WORK TASK
Check every line below for the word "Aviación" and copy each one that has it.

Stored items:
━━━━━━━━━━━━━━━━━━━━━━━━━━━━━━

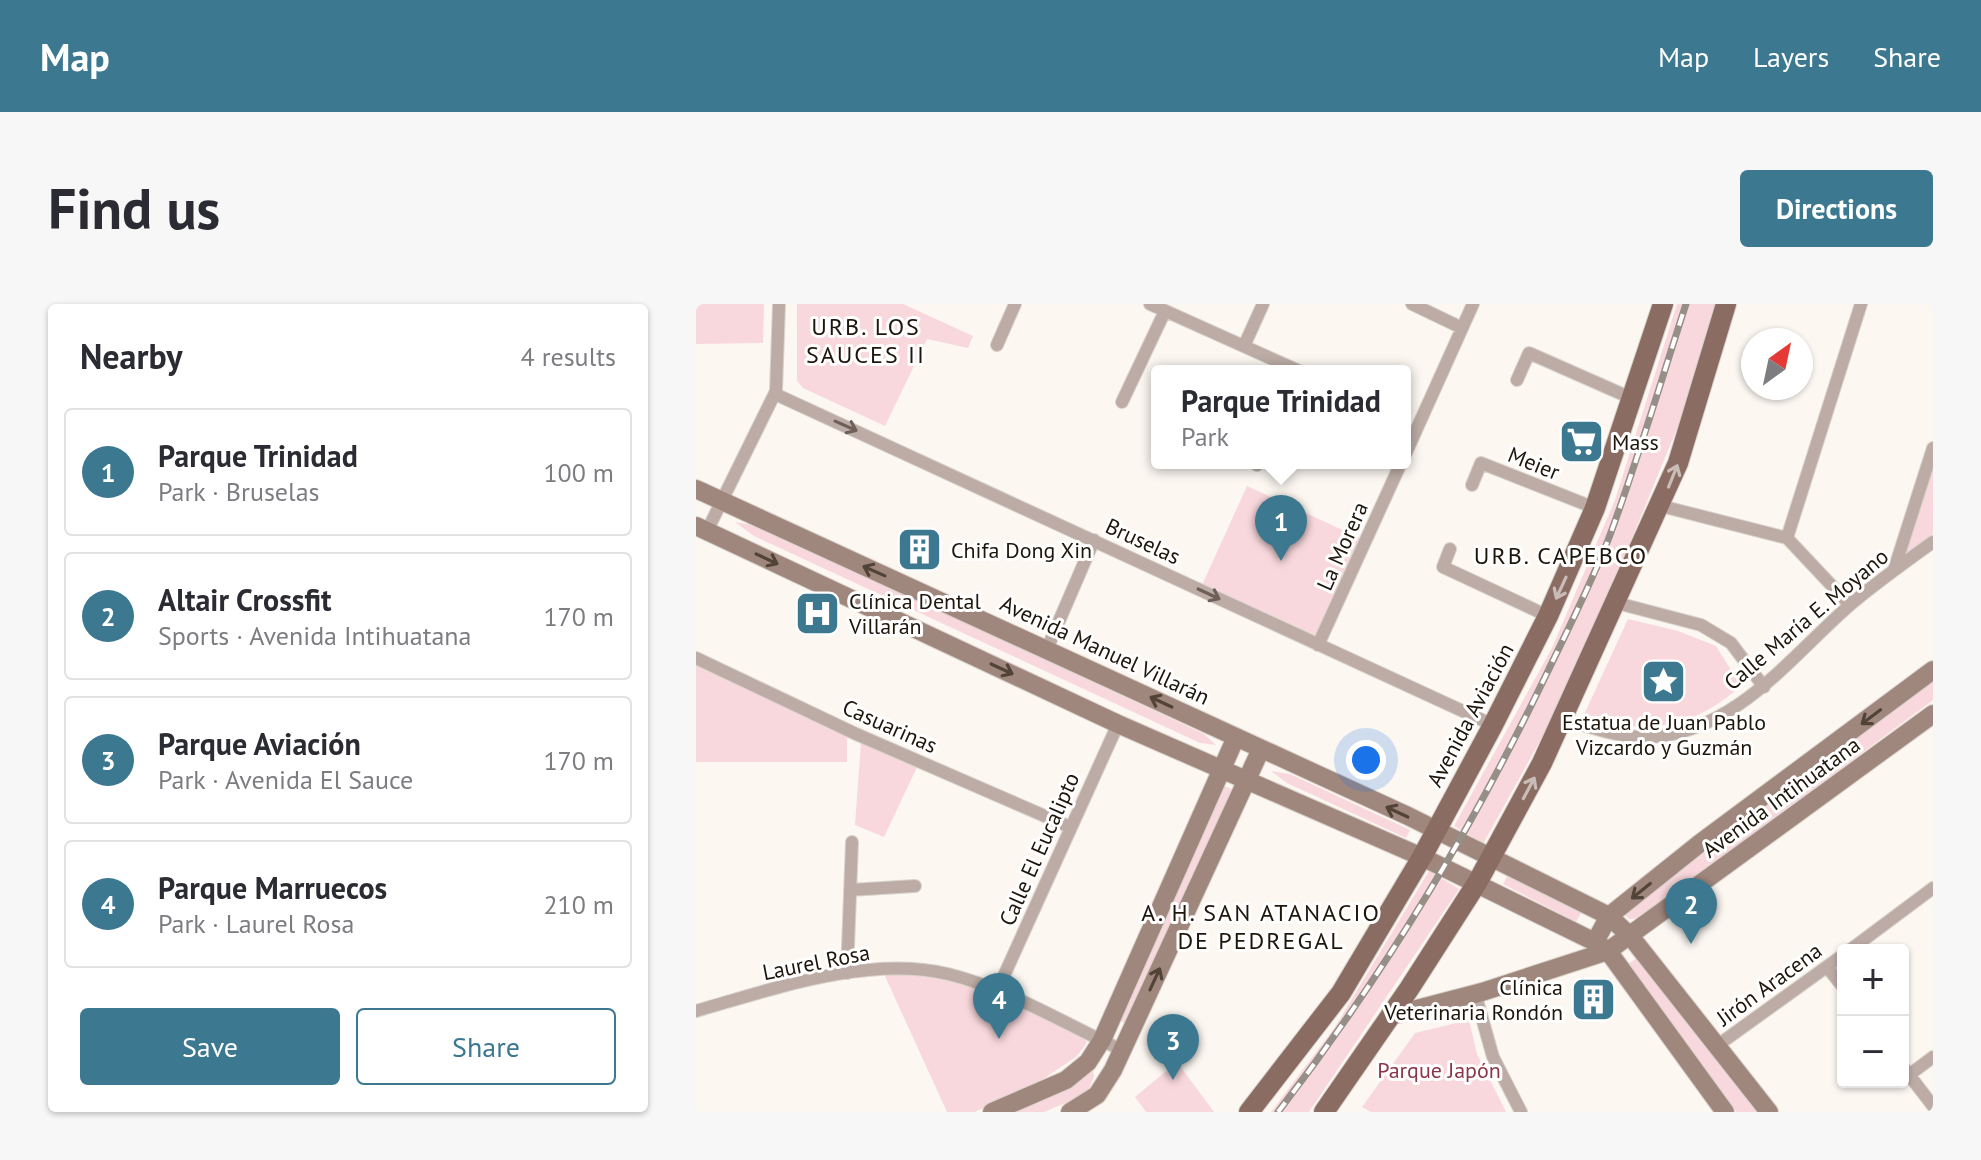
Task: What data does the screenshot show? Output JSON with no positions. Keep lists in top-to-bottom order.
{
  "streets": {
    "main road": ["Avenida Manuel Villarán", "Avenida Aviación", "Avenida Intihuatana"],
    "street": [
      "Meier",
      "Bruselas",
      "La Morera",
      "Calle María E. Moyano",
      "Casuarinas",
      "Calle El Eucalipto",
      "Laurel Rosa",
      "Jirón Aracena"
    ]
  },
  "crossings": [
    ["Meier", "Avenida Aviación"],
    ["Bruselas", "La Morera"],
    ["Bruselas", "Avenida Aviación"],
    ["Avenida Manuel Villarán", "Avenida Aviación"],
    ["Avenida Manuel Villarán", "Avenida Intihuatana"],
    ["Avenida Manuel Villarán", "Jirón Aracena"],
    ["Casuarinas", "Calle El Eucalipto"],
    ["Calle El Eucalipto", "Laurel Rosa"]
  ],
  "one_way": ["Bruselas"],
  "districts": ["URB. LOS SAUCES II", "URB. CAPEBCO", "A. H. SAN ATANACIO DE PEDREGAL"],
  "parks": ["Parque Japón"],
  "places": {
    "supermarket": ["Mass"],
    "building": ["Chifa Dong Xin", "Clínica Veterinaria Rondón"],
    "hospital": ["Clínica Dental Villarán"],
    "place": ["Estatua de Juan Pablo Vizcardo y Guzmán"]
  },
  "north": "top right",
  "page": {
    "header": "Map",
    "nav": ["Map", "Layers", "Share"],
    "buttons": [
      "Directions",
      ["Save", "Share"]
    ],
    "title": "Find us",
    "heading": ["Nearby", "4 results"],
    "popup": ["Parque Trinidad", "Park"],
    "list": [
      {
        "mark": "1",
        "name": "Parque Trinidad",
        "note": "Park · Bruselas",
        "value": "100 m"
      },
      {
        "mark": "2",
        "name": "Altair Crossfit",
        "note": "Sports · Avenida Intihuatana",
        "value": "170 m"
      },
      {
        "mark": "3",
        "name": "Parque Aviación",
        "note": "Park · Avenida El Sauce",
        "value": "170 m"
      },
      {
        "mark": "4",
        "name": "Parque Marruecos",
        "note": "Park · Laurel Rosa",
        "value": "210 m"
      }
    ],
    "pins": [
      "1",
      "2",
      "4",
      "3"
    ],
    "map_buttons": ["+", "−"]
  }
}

━━━━━━━━━━━━━━━━━━━━━━━━━━━━━━

SOLUTION
    "main road": ["Avenida Manuel Villarán", "Avenida Aviación", "Avenida Intihuatana"],
    ["Meier", "Avenida Aviación"],
    ["Bruselas", "Avenida Aviación"],
    ["Avenida Manuel Villarán", "Avenida Aviación"],
        "name": "Parque Aviación",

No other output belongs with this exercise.